John Danks wasn’t great, but he also wasn’t awful. He went 6 innings and struck out 6 officially allowing 4 runs. Some of that was due to defensive ineptitude, including a rather confusing play in which he attempted to pick a runner off of first and Adam Dunn stood like a statue, never having seen the throw over leaving the always reliable back-up man Gordon Beckham to go run it down. A couple of plays aside, the defense did not make complete fools of themselves and in the end, it was enough to give Danks a victory.
White Sox: 7
Sweeping the M’s in Safeco is quickly becoming a yearly tradition. The Mariners on the whole against the White Sox have been pretty helpless winning just 3 out of the last 22 contests. Offense came from all over in this one, every Sox starter except Gordon Beckham managed a hit. Kosuke Fukudome got his first White Sox RBI in the 6th via sacrifice fly which put the Sox up for good. He enjoyed the experience so much he went ahead and plated AJ in the 8th to put some padding on the Sox lead. Alex Rios also had an excellent game going 3 for 4 coming up just a HR short of the cycle. Alex has his average up past the point of respectable and is forming into a player that we can be proud of having in the middle of the lineup.

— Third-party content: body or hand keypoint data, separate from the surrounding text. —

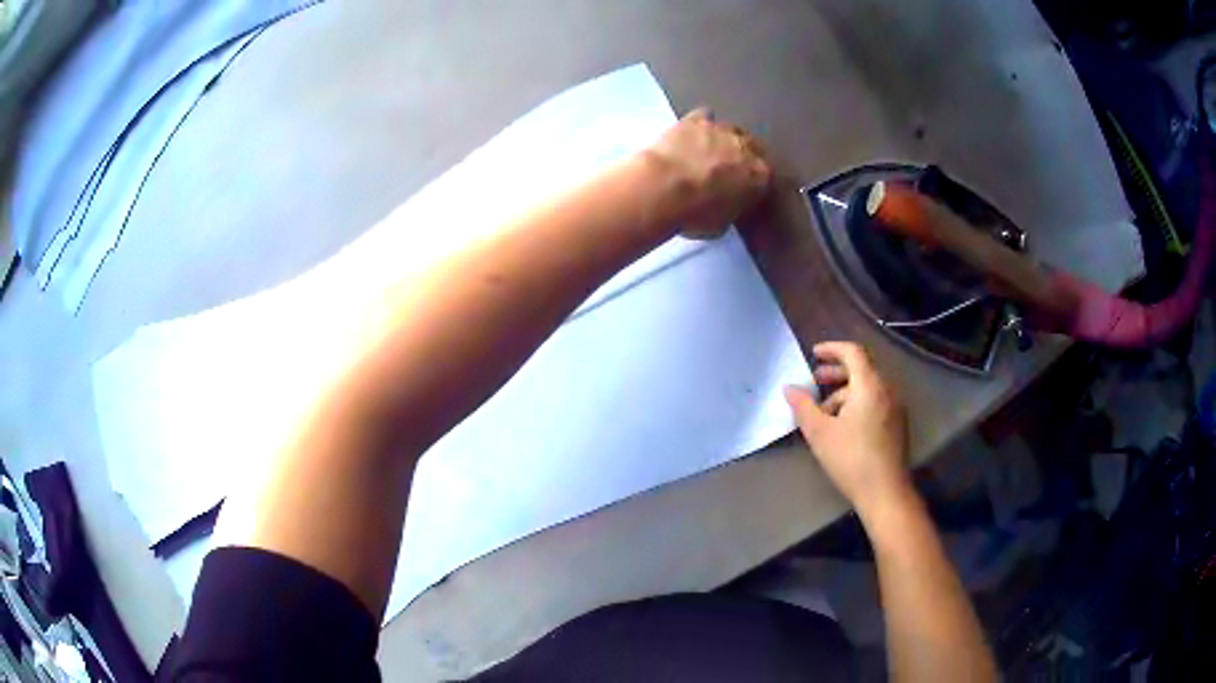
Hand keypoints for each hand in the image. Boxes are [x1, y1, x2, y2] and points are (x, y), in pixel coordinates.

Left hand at [646, 108, 772, 237]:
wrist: (662, 188)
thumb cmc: (694, 214)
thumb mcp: (721, 225)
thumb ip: (732, 209)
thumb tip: (727, 204)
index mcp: (761, 175)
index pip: (769, 176)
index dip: (757, 182)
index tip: (748, 188)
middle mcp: (747, 147)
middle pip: (753, 147)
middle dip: (745, 157)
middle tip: (729, 169)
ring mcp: (721, 129)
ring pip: (731, 130)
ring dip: (724, 140)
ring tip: (709, 151)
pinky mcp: (695, 119)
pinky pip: (705, 116)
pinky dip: (702, 123)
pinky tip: (692, 133)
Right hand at [784, 342, 911, 517]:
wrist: (885, 492)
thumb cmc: (851, 459)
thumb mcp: (820, 433)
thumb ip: (803, 407)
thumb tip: (789, 388)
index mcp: (870, 386)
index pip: (853, 352)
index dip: (832, 349)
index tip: (814, 354)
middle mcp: (887, 390)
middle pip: (861, 369)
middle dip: (836, 373)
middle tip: (815, 381)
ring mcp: (895, 407)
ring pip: (868, 388)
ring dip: (844, 392)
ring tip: (824, 412)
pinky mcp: (897, 424)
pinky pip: (876, 402)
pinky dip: (857, 403)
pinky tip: (843, 426)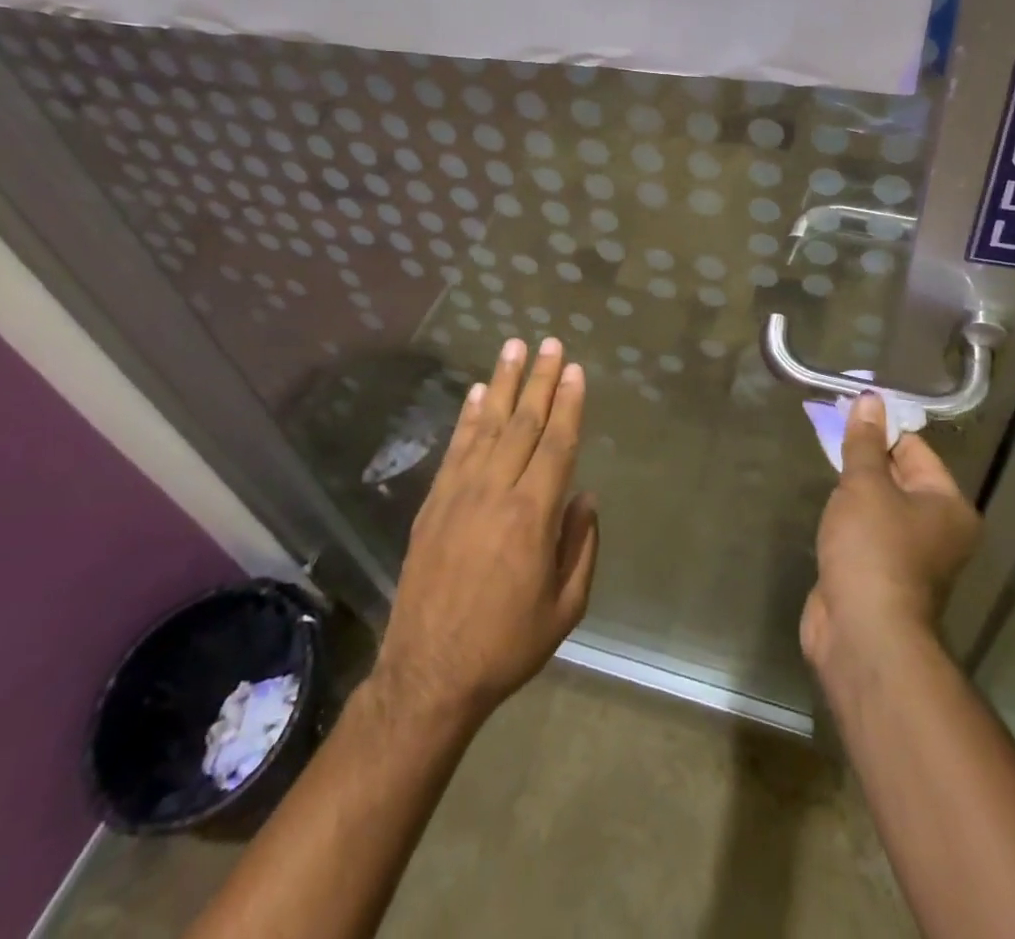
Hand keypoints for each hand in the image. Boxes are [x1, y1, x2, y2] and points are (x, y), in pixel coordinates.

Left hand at [375, 337, 598, 725]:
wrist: (429, 673)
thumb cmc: (506, 644)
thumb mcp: (564, 608)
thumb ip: (581, 547)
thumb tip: (585, 498)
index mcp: (532, 516)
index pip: (557, 444)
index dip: (568, 404)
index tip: (574, 370)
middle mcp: (495, 492)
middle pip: (523, 423)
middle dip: (539, 379)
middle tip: (549, 342)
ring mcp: (459, 493)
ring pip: (486, 425)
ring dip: (501, 383)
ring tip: (513, 348)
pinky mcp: (433, 503)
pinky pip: (455, 448)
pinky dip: (466, 417)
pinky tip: (475, 394)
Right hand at [801, 393, 979, 675]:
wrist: (862, 632)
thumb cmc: (873, 548)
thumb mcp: (865, 484)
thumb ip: (864, 442)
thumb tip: (870, 399)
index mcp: (948, 505)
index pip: (915, 449)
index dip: (882, 428)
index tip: (847, 411)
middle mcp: (938, 530)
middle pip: (900, 476)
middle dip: (866, 456)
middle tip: (829, 430)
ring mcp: (910, 556)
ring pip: (880, 506)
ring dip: (854, 490)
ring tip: (825, 463)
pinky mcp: (882, 575)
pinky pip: (866, 533)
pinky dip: (848, 519)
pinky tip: (827, 509)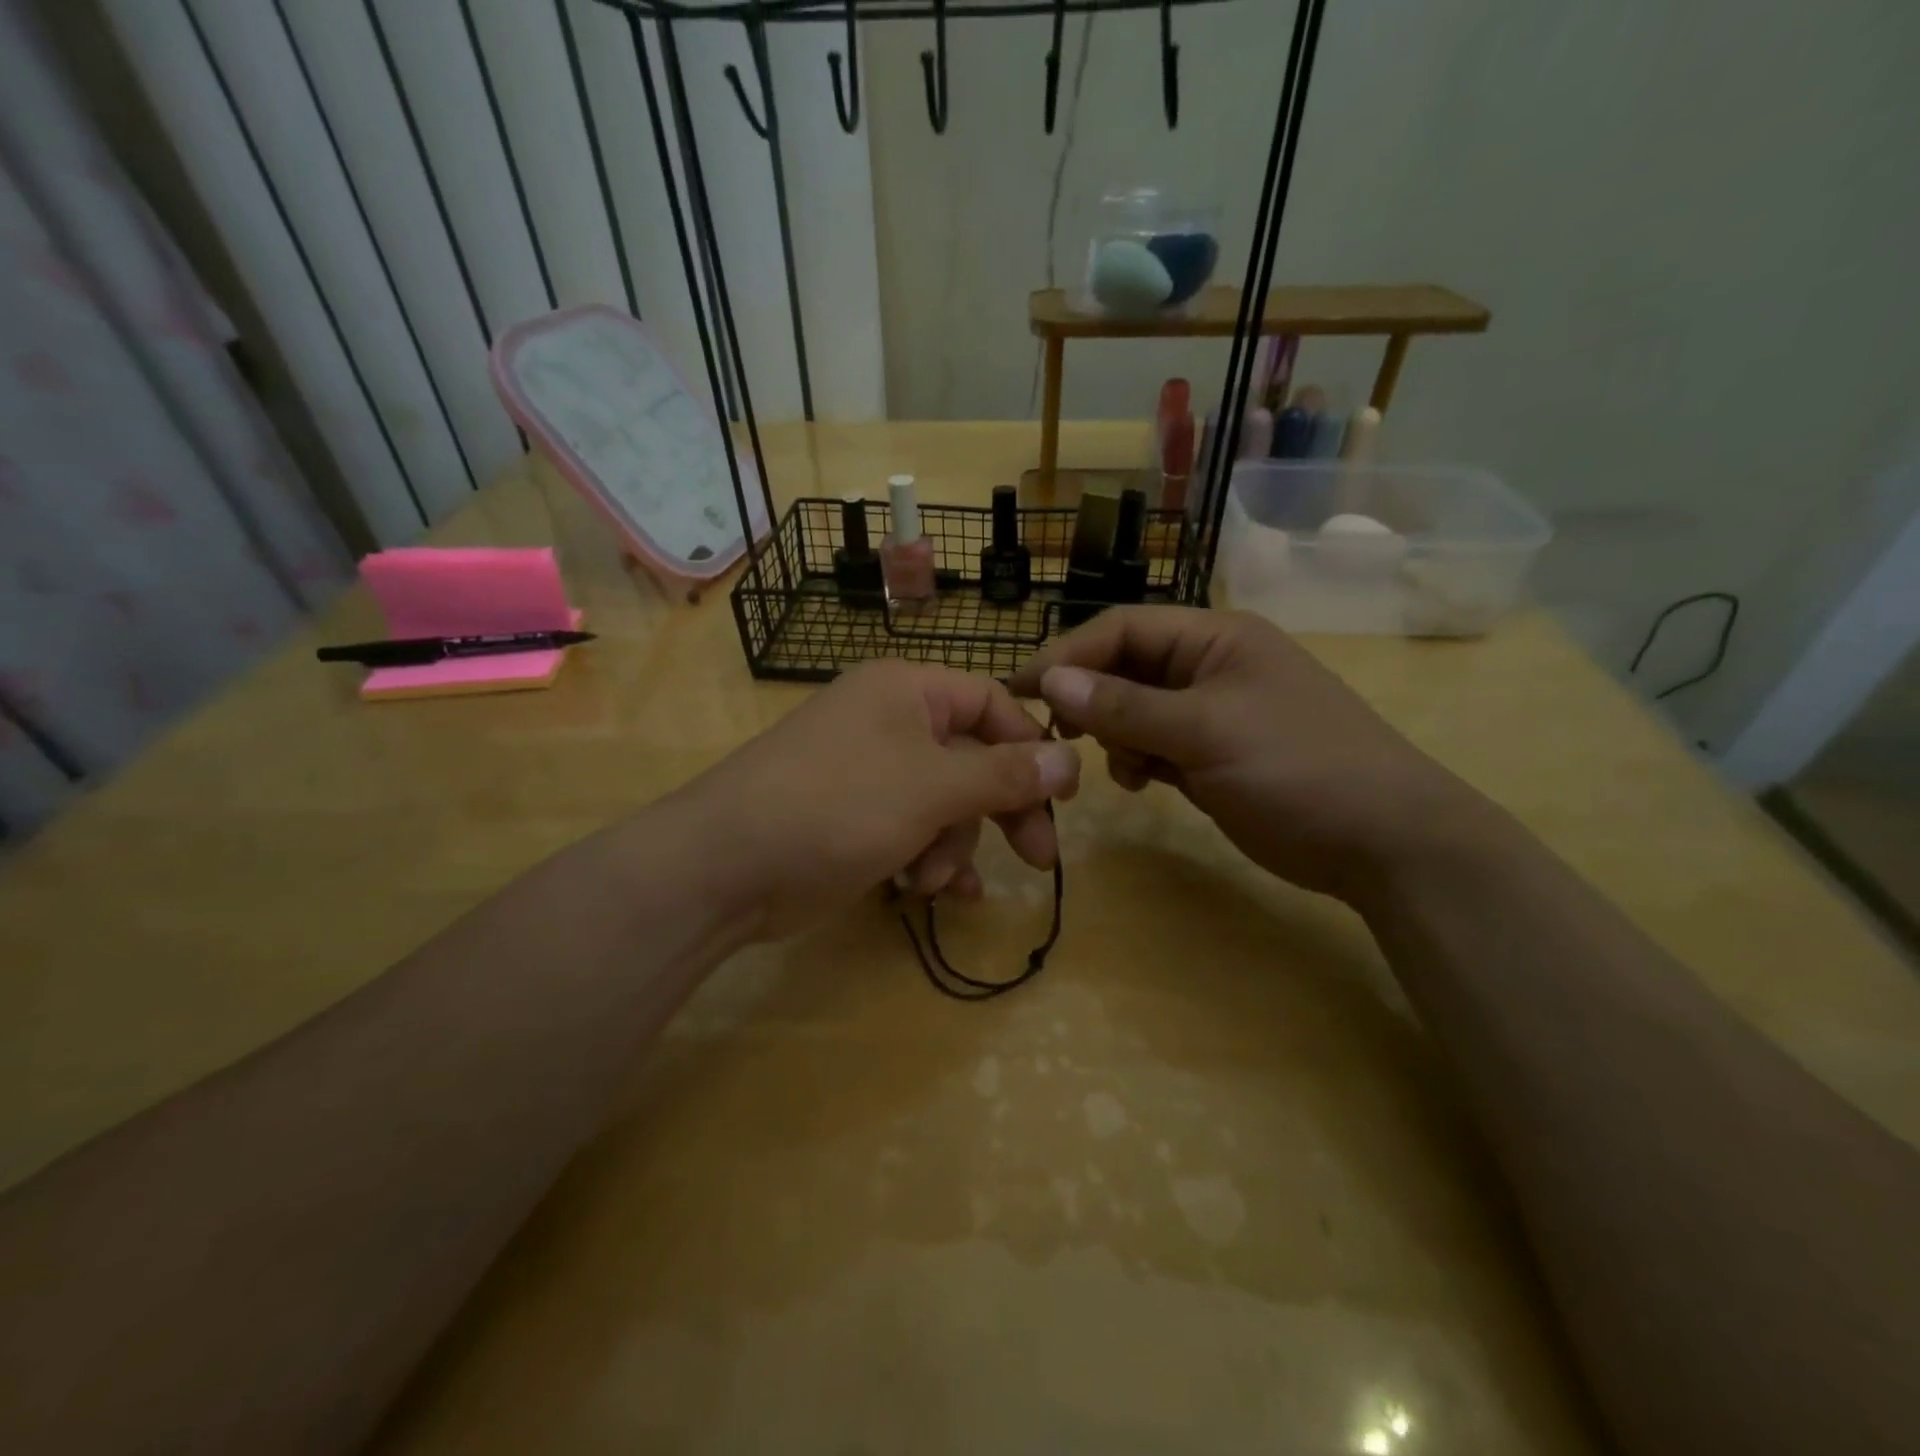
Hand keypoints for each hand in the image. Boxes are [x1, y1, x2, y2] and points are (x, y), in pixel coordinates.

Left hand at [680, 659, 1080, 940]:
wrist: (726, 867)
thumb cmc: (838, 806)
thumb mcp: (932, 788)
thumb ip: (1004, 774)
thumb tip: (1069, 759)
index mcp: (907, 691)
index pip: (991, 702)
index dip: (1031, 746)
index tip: (1063, 795)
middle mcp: (890, 723)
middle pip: (972, 759)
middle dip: (1001, 810)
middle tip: (1037, 857)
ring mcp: (870, 773)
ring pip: (944, 804)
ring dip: (952, 846)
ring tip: (934, 881)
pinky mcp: (855, 819)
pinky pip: (914, 831)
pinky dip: (929, 859)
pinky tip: (936, 893)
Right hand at [1009, 606, 1476, 903]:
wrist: (1382, 842)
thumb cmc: (1297, 767)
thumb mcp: (1205, 731)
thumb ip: (1124, 706)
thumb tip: (1050, 680)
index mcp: (1214, 638)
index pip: (1122, 629)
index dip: (1068, 654)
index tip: (1020, 690)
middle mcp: (1209, 667)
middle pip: (1125, 669)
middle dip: (1091, 700)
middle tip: (1057, 736)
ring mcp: (1212, 713)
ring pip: (1135, 711)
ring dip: (1116, 735)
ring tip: (1122, 765)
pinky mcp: (1212, 756)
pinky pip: (1155, 745)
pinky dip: (1139, 760)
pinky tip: (1142, 782)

Joe McEwing was his usual oil hinged self, first aggressively sending Lillibridge home on an Alexei Ramirez double to score and later on sent Kosuke Fukudome to his demise at the hands of Ichiro Suzuki. The throw by Ichiro was absolutely on point and anything less would have allowed Kosuke to score, so I’m very much in favor of the move. Sometimes you get thrown out.
Plus: Alex Rios swinging the bat well is a refreshing site. Seeing a player come through on their potential from time to time is a thing of beauty. He’s riding a 10 game hitting streak at the moment so that should be motivation to keep swinging.
Minus: Sometimes Paul Konerko needs to not play the field. He’s got a problem with his foot and I’m sure every moment he gets to rest is appreciated. But Adam Dunn’s space moment on the attempted pickoff as he played first was a terror to watch.
My eyes – it only tied the game but Alex Rios’ triple turned the tide in my eyes.
The numbers – The Rios triple was in fact the biggest shift in the game, good for a 34.4% change in win expectancy.